Instructions for the task -> Copy the listing exactly, leaving out every picture.

Exercise inputs ->
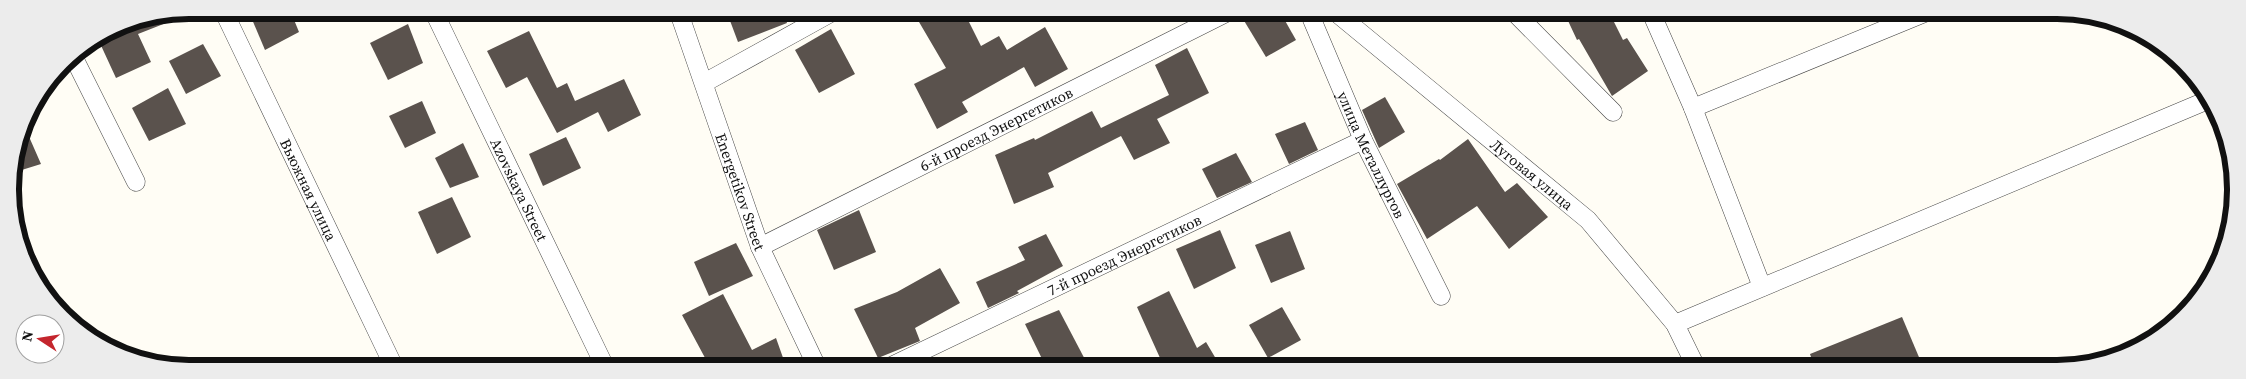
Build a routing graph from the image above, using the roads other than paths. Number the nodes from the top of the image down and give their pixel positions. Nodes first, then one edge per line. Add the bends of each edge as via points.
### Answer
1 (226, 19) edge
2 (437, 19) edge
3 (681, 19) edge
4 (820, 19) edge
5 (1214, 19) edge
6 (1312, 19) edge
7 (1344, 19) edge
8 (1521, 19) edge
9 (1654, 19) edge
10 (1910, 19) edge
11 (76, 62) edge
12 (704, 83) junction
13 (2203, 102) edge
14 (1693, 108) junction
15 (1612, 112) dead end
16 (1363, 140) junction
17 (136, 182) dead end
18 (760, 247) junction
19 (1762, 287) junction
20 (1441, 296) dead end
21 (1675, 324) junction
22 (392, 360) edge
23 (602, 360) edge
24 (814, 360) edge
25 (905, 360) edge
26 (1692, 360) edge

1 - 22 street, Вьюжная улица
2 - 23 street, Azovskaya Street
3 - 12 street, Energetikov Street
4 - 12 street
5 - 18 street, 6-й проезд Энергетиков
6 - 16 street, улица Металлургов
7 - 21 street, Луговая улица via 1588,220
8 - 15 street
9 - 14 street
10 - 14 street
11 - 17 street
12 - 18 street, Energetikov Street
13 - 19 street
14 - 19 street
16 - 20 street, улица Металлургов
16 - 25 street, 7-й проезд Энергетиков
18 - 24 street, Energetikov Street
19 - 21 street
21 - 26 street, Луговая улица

Solution to this task ->
Build a routing graph from the image above, using the roads other than paths. Number the nodes from the top of the image down and give their pixel positions. Nodes first, then one edge per line. Add the bends of each edge as via points.
### Answer
1 (226, 19) edge
2 (437, 19) edge
3 (681, 19) edge
4 (820, 19) edge
5 (1214, 19) edge
6 (1312, 19) edge
7 (1344, 19) edge
8 (1521, 19) edge
9 (1654, 19) edge
10 (1910, 19) edge
11 (76, 62) edge
12 (704, 83) junction
13 (2203, 102) edge
14 (1693, 108) junction
15 (1612, 112) dead end
16 (1363, 140) junction
17 (136, 182) dead end
18 (760, 247) junction
19 (1762, 287) junction
20 (1441, 296) dead end
21 (1675, 324) junction
22 (392, 360) edge
23 (602, 360) edge
24 (814, 360) edge
25 (905, 360) edge
26 (1692, 360) edge

1 - 22 street, Вьюжная улица
2 - 23 street, Azovskaya Street
3 - 12 street, Energetikov Street
4 - 12 street
5 - 18 street, 6-й проезд Энергетиков
6 - 16 street, улица Металлургов
7 - 21 street, Луговая улица via 1588,220
8 - 15 street
9 - 14 street
10 - 14 street
11 - 17 street
12 - 18 street, Energetikov Street
13 - 19 street
14 - 19 street
16 - 20 street, улица Металлургов
16 - 25 street, 7-й проезд Энергетиков
18 - 24 street, Energetikov Street
19 - 21 street
21 - 26 street, Луговая улица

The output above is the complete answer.